The mouse TCRγ locus is positively regulated by the transcription factors STAT5 and Runx. While the locus undergoes frequent rearrangements in T lymphocytes, TCRγ transcription is repressed in αβ T cells. This phenomenon, known as TCRγ silencing, depends on pre-TCR-induced thymocyte proliferation. The molecular basis for TCRγ silencing, however, is largely unknown. Here, we show that pre-TCR signaling reduces transcription and histone acetylation of the TCRγ locus irrespective of V-J rearrangements. We also demonstrate that Runx is recruited to Eγ and HsA enhancer elements of the TCRγ locus, primarily at the CD4(-)CD8(-) double-negative stage and that Runx binding to these elements decreases at later stages of thymocyte development. Importantly, anti-CD3 antibody treatment decreased IL-7R expression levels, STAT5 phosphorylation and recruitment of STAT5 and Runx to Eγ and HsA elements in RAG2-deficient thymocytes, suggesting that pre-TCR signaling triggers reduced binding of STAT5 and Runx to the enhancer elements. Furthermore, we observed that misexpression of STAT5 or Runx in the CD4(+)CD8(+) double-positive cell line DPK induces TCRγ gene transcription.

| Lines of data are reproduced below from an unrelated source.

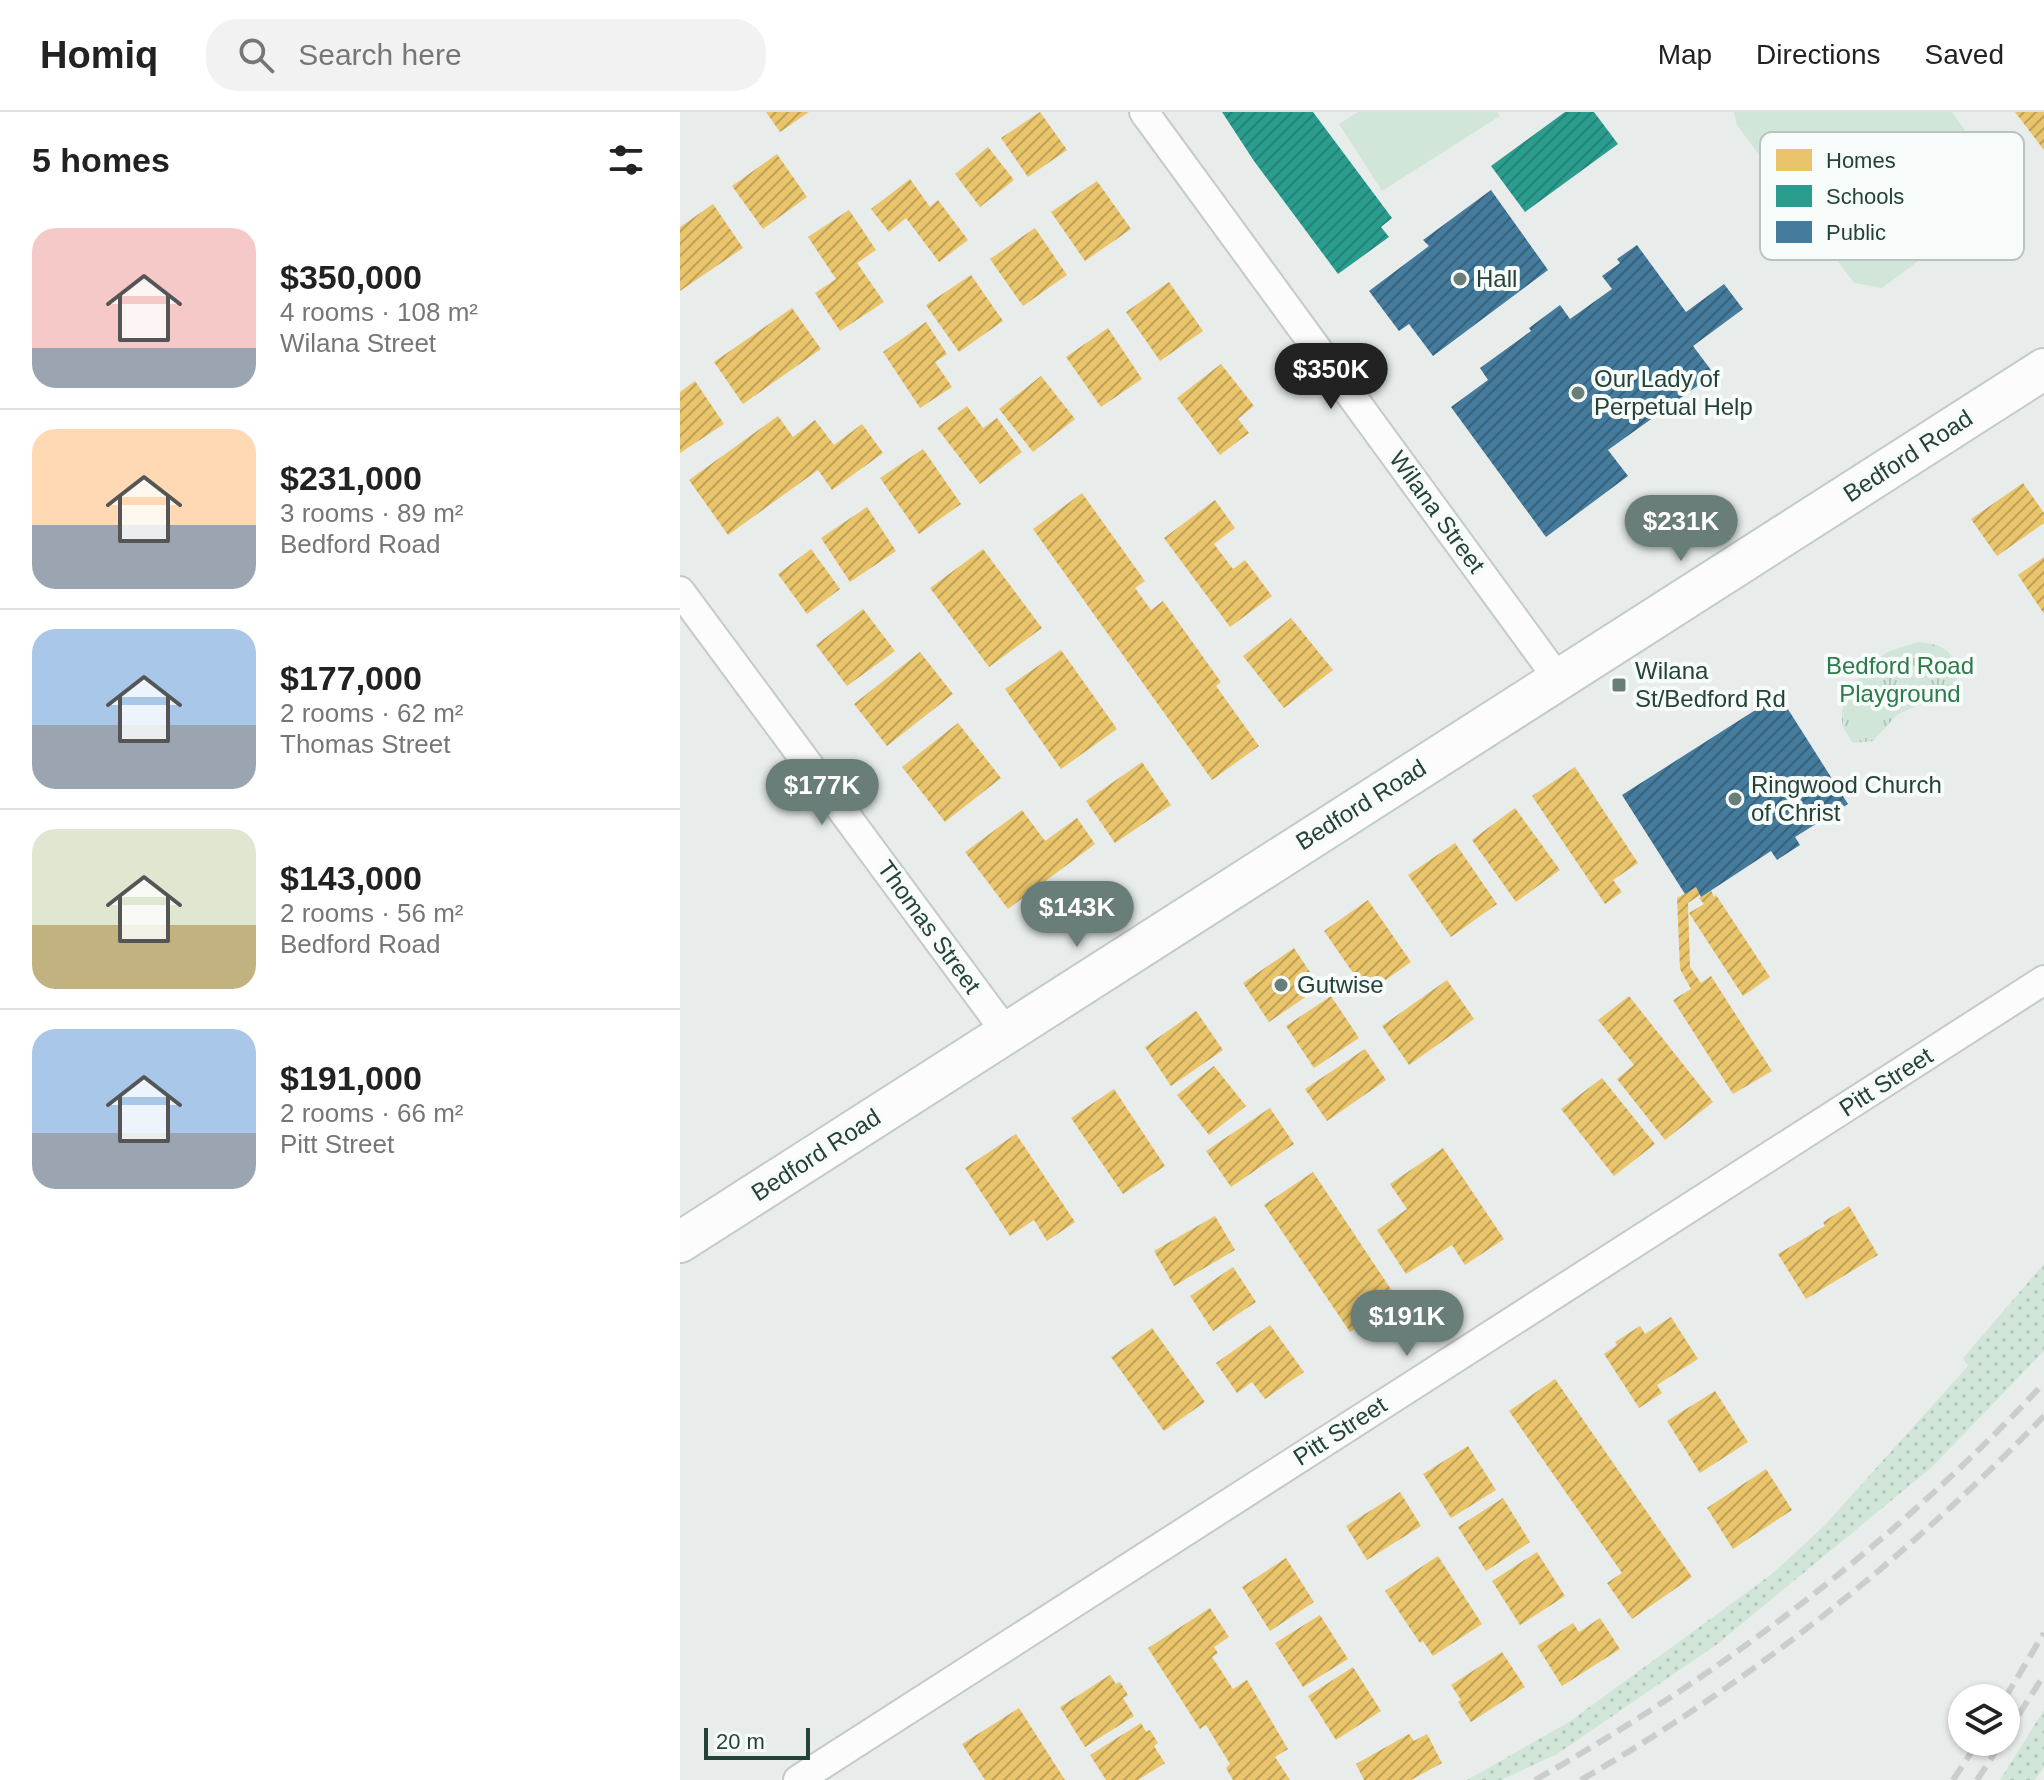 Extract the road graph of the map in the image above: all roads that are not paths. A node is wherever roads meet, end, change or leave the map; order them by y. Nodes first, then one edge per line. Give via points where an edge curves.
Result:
1 (1144, 112) edge
2 (2044, 369) edge
3 (680, 591) edge
4 (1559, 680) junction
5 (2044, 980) edge
6 (1006, 1032) junction
7 (680, 1242) edge
8 (798, 1780) edge

1 - 4 street, Wilana Street
2 - 4 main road, Bedford Road
3 - 6 street, Thomas Street
4 - 6 main road, Bedford Road
5 - 8 street, Pitt Street
6 - 7 main road, Bedford Road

Finally, we showed that TCRγ transcription is induced in αβ T cells from Runx3 transgenic mice, suggesting that Runx3 counteracts TCRγ silencing in αβ T cells in vivo. Our results suggest that pre-TCR signaling indirectly inactivates TCRγ enhancers by reducing recruitment of STAT5 and Runx and imply that this effect is an important step for TCRγ silencing in αβ T cells.